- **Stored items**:
....

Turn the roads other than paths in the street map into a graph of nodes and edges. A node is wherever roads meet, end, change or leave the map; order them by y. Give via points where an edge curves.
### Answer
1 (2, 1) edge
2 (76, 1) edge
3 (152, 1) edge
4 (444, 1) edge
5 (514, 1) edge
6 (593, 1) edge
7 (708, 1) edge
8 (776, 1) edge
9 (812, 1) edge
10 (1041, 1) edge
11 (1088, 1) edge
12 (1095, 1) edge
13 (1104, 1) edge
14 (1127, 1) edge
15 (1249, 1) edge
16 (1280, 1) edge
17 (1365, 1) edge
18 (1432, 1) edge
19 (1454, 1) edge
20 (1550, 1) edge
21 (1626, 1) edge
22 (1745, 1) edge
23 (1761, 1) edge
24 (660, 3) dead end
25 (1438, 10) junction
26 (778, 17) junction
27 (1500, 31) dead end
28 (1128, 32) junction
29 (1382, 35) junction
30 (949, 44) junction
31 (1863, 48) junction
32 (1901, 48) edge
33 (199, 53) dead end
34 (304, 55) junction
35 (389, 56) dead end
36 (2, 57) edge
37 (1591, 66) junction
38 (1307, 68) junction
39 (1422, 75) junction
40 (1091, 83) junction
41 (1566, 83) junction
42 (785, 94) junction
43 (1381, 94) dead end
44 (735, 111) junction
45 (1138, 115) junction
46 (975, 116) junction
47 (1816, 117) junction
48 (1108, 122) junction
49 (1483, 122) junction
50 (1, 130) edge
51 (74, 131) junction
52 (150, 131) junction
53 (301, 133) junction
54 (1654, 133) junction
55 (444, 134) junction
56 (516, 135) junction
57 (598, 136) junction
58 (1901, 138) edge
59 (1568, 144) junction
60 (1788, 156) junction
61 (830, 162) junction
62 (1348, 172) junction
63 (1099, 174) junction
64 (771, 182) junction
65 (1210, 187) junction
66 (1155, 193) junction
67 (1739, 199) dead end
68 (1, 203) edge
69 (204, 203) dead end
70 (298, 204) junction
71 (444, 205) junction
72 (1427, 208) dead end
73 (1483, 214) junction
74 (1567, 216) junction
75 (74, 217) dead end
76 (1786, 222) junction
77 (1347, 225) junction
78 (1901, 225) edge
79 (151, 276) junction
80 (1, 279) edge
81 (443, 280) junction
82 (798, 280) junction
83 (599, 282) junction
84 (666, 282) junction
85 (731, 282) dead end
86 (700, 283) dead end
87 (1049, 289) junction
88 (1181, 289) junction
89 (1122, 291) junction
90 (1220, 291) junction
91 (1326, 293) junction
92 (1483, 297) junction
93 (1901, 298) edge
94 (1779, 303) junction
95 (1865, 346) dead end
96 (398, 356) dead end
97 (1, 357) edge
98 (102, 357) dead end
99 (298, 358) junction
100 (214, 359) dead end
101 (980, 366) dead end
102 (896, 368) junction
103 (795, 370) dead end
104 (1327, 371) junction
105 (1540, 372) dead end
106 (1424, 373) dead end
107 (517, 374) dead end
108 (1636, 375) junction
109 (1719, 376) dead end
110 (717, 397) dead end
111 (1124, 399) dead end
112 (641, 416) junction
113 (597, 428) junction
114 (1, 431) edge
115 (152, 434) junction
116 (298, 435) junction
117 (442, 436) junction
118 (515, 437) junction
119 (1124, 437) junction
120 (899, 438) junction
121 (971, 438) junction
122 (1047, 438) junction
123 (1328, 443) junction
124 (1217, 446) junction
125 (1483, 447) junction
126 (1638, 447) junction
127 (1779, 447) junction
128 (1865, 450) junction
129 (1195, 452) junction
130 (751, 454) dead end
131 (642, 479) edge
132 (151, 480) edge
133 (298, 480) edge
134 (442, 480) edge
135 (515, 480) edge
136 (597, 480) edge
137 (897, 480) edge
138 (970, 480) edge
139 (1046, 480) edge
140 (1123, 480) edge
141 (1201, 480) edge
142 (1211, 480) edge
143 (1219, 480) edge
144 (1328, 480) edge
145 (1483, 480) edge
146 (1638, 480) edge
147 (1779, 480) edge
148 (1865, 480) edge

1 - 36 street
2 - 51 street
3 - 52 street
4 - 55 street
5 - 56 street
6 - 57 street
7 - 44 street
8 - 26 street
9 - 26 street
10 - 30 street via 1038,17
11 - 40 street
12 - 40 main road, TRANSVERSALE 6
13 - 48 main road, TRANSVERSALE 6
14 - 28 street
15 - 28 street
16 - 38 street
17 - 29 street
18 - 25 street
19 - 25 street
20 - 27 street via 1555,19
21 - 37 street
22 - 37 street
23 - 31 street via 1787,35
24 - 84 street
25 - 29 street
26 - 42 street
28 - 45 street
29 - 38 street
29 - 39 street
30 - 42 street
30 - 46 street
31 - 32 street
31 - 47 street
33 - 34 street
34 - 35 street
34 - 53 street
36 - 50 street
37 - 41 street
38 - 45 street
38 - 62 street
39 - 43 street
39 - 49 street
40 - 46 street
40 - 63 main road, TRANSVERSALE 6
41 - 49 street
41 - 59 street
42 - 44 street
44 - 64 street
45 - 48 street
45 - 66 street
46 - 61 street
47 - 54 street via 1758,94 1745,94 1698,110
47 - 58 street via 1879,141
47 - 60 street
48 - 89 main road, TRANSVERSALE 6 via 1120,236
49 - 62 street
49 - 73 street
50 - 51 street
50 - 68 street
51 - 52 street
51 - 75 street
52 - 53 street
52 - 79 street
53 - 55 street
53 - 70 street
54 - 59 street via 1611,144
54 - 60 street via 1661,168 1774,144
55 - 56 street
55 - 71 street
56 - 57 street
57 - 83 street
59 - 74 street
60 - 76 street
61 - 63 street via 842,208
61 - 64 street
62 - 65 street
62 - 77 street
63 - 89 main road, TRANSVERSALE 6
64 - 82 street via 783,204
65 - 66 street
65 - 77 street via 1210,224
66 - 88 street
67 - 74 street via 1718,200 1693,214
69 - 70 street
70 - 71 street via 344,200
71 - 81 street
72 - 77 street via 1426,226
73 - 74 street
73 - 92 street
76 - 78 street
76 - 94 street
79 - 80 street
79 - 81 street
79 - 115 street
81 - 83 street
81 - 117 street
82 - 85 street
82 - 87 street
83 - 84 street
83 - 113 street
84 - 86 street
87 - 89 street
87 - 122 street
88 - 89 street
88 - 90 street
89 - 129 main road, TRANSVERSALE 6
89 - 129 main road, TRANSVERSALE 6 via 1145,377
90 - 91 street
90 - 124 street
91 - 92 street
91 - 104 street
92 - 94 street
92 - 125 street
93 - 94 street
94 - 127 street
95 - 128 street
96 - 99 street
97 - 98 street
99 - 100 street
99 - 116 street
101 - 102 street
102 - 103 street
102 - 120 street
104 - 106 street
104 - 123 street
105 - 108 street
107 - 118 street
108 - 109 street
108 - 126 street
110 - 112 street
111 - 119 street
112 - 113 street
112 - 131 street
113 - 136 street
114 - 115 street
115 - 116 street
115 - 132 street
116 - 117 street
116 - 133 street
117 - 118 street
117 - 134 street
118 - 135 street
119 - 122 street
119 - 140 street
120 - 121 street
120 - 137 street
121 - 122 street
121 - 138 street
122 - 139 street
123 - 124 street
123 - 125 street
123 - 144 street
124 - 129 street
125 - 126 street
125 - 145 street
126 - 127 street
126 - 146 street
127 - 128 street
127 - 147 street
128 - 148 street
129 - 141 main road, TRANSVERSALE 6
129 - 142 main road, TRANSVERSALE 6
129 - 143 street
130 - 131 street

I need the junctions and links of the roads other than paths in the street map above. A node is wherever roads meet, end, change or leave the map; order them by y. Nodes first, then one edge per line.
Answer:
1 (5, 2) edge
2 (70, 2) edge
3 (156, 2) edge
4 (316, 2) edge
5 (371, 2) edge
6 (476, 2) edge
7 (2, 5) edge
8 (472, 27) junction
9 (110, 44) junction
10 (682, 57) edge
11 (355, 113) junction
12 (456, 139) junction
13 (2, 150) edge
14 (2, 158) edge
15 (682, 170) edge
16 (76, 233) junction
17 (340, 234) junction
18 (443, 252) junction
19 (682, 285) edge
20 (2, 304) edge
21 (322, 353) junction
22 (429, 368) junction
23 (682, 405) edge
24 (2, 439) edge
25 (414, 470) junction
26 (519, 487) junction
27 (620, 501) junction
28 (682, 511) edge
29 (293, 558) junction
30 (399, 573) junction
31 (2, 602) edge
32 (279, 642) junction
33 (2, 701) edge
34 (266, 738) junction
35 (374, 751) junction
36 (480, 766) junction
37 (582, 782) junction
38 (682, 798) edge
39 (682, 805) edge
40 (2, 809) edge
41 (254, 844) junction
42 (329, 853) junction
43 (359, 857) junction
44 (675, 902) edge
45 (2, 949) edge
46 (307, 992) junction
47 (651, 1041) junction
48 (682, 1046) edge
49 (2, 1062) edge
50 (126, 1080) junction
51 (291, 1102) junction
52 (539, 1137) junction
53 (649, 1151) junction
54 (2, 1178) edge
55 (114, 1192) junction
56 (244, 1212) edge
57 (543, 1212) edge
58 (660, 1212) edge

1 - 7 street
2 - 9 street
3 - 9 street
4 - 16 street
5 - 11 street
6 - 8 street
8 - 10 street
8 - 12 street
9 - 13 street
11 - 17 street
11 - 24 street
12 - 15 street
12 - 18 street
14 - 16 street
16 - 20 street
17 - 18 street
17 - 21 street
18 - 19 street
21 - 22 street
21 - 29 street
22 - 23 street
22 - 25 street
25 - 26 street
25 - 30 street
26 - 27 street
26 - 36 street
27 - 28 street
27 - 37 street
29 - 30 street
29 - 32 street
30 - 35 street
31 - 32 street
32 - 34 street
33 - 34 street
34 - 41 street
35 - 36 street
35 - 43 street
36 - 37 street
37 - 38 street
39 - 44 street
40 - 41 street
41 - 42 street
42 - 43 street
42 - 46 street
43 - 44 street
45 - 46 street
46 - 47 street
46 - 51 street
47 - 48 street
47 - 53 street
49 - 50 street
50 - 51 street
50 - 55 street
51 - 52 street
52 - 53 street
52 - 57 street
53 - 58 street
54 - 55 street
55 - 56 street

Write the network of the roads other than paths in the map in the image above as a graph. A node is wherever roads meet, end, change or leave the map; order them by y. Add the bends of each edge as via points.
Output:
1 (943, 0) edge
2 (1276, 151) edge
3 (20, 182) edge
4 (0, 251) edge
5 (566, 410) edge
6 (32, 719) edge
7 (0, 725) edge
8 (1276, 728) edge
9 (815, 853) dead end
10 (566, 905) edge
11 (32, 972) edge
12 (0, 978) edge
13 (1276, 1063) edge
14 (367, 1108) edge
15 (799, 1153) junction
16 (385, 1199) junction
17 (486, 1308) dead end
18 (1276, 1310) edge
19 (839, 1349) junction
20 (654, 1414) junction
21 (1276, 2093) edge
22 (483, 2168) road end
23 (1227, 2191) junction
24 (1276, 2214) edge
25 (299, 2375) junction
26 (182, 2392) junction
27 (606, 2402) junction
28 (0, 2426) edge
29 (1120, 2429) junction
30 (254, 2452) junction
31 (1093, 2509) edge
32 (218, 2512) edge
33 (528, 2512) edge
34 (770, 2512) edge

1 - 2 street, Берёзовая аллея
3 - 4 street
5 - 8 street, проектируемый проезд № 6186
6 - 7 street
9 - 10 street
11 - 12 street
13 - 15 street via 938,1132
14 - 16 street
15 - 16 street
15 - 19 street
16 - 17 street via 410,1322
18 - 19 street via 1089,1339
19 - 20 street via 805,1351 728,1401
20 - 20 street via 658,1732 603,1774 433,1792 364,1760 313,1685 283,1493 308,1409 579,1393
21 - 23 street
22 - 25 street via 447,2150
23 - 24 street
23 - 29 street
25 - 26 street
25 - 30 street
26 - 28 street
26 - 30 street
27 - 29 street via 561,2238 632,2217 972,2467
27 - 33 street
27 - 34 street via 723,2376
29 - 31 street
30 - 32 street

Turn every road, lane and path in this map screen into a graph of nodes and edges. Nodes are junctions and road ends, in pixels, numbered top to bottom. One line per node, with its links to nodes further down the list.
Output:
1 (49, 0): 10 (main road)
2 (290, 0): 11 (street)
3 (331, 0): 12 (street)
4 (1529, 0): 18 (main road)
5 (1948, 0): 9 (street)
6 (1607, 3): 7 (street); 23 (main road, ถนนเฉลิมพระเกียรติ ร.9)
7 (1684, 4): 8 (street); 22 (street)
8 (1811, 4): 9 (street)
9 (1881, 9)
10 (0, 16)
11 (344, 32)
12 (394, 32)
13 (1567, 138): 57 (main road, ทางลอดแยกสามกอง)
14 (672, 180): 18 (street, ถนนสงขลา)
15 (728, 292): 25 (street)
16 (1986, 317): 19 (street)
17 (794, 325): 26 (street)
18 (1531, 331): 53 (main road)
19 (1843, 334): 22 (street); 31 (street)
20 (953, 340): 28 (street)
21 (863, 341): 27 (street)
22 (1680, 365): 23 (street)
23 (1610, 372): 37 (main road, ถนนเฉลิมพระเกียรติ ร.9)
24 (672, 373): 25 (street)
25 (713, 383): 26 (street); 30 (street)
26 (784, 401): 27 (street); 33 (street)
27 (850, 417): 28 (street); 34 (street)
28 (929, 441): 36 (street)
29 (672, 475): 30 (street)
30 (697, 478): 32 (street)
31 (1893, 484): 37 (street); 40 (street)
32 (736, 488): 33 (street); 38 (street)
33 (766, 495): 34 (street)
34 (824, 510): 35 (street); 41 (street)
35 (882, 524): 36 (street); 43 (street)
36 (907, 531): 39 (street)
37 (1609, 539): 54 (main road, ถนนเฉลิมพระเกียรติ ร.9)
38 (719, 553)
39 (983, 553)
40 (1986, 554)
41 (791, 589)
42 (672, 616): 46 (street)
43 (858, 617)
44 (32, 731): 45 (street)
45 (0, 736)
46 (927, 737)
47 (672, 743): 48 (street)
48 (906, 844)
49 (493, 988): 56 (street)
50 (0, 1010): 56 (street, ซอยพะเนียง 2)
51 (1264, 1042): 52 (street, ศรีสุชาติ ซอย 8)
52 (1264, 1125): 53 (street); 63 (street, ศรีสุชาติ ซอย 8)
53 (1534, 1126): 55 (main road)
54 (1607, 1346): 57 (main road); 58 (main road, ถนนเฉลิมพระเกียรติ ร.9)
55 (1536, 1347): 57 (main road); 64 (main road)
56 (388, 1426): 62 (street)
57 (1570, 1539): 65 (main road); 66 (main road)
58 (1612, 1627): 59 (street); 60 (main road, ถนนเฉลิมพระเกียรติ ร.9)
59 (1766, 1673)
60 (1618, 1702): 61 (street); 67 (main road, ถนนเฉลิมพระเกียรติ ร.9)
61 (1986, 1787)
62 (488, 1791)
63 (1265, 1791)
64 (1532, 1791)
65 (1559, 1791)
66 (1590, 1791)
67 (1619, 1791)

....

- **PROBLEM REQUIREMENTS**:
If a line above contains the word "points", list it.

- **EXERCISE RESULT**:
Turn the roads other than paths in the street map into a graph of nodes and edges. A node is wherever roads meet, end, change or leave the map; order them by y. Give via points where an edge curves.
Write the network of the roads other than paths in the map in the image above as a graph. A node is wherever roads meet, end, change or leave the map; order them by y. Add the bends of each edge as via points.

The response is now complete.